What to do
From the records, return each line that has the word "Palmas" in it.

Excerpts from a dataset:

-------

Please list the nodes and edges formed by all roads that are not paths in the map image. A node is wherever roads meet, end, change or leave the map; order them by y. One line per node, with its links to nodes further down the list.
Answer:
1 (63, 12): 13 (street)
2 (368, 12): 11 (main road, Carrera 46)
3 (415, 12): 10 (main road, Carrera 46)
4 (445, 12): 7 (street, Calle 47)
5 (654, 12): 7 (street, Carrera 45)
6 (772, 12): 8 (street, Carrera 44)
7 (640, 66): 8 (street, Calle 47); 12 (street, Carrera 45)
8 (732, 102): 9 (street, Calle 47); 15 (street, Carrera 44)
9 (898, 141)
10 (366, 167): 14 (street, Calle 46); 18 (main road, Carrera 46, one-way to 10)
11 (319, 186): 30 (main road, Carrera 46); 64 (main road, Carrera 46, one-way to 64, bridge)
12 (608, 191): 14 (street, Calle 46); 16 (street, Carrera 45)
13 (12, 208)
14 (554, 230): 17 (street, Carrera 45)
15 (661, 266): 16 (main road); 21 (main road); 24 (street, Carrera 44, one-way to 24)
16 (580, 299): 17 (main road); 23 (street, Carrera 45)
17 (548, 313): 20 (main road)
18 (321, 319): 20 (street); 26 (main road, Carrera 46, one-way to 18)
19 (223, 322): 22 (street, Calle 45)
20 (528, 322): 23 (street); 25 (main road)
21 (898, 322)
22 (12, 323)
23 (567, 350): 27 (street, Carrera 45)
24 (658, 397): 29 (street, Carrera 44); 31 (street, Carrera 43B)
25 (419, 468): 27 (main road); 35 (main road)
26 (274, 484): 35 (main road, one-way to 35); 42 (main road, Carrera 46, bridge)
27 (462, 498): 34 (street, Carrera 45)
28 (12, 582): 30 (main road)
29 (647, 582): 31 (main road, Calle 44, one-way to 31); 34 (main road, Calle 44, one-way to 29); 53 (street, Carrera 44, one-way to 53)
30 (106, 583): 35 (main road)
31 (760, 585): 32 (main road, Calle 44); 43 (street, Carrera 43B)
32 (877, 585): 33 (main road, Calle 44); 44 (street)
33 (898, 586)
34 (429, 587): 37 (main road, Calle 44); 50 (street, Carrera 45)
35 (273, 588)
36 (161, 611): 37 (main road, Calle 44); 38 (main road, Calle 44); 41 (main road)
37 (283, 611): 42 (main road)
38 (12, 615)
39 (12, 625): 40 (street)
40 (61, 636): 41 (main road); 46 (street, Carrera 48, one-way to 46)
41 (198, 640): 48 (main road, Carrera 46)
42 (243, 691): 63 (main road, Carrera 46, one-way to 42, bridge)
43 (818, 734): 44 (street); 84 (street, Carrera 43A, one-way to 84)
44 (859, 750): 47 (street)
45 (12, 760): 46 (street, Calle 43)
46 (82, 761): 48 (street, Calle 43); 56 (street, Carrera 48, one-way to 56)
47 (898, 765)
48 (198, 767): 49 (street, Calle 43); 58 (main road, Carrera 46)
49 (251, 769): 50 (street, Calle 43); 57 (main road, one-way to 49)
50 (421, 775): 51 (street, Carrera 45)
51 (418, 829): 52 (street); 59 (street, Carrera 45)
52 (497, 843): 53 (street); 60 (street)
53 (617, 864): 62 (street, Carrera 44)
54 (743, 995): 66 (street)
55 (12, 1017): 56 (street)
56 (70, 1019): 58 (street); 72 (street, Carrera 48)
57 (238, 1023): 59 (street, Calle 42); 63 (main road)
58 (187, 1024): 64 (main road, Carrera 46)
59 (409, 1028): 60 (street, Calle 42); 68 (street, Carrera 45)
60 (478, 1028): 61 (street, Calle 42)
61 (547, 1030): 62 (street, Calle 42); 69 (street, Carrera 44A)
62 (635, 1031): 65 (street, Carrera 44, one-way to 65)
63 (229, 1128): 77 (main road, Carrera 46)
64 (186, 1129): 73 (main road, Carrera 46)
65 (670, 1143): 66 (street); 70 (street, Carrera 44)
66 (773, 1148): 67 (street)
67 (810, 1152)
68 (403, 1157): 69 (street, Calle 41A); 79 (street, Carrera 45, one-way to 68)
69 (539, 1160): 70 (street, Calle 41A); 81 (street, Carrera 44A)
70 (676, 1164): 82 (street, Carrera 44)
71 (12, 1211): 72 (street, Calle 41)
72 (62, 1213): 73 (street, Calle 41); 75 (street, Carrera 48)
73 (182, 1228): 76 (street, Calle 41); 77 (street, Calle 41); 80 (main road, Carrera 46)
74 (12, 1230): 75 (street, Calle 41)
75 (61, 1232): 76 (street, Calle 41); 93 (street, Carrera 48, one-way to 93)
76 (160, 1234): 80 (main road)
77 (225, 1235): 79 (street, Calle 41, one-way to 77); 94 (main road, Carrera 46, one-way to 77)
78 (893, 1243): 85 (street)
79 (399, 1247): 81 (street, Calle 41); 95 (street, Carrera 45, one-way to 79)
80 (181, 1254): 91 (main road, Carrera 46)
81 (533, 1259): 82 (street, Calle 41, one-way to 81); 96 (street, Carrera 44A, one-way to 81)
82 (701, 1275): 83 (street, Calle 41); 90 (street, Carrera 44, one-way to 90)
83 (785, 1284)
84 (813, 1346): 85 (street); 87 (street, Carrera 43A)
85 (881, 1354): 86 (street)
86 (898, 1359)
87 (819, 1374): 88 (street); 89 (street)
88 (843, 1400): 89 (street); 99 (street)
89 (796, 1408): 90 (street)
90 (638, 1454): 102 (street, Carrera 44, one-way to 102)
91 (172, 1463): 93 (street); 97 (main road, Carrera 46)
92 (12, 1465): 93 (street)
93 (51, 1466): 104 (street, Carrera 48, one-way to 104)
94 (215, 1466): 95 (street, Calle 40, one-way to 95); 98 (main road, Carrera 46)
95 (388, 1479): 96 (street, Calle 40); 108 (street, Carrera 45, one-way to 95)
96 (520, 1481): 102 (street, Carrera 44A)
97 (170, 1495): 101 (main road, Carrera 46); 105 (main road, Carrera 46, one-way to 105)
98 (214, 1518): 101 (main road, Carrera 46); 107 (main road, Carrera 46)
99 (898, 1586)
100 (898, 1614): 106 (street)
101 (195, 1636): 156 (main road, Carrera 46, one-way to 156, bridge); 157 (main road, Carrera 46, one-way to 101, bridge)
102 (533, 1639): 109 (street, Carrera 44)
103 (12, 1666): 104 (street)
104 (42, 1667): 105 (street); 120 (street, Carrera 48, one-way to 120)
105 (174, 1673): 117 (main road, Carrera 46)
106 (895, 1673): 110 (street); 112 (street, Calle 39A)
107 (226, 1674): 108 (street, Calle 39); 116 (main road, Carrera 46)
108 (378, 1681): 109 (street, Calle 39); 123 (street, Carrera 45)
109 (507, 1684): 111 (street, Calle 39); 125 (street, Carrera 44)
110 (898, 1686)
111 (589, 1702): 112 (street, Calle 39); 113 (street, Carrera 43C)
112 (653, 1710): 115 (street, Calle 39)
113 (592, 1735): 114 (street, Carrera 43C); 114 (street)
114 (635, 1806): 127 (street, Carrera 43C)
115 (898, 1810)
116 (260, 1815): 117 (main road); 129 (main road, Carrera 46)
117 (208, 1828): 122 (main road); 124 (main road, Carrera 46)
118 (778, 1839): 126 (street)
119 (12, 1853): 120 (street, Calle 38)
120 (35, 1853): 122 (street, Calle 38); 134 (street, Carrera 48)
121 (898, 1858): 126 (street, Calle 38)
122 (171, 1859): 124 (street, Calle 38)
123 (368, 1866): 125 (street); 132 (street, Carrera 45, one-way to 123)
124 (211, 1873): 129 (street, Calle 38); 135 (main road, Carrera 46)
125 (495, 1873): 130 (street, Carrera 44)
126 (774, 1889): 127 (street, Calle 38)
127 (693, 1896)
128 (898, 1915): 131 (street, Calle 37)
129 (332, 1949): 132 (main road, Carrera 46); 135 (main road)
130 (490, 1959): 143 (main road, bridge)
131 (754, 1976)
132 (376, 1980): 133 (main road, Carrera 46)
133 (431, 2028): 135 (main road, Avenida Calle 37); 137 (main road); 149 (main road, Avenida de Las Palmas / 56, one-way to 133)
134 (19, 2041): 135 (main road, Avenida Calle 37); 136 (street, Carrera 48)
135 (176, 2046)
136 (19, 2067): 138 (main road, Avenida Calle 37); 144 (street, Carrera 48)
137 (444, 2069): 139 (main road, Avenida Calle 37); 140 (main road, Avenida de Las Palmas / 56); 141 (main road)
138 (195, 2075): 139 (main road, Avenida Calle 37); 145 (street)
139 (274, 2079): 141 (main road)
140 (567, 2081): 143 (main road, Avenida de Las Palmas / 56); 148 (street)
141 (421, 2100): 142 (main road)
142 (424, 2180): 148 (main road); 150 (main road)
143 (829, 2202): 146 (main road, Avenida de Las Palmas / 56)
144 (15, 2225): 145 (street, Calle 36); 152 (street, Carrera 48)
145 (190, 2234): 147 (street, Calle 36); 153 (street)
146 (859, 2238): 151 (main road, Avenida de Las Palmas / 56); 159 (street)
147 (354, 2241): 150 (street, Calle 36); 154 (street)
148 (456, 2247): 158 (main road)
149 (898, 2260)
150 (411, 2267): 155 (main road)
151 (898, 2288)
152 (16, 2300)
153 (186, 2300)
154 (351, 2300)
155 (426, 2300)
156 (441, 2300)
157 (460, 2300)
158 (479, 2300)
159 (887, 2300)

-------

Exercise answer
133 (431, 2028): 135 (main road, Avenida Calle 37); 137 (main road); 149 (main road, Avenida de Las Palmas / 56, one-way to 133)
137 (444, 2069): 139 (main road, Avenida Calle 37); 140 (main road, Avenida de Las Palmas / 56); 141 (main road)
140 (567, 2081): 143 (main road, Avenida de Las Palmas / 56); 148 (street)
143 (829, 2202): 146 (main road, Avenida de Las Palmas / 56)
146 (859, 2238): 151 (main road, Avenida de Las Palmas / 56); 159 (street)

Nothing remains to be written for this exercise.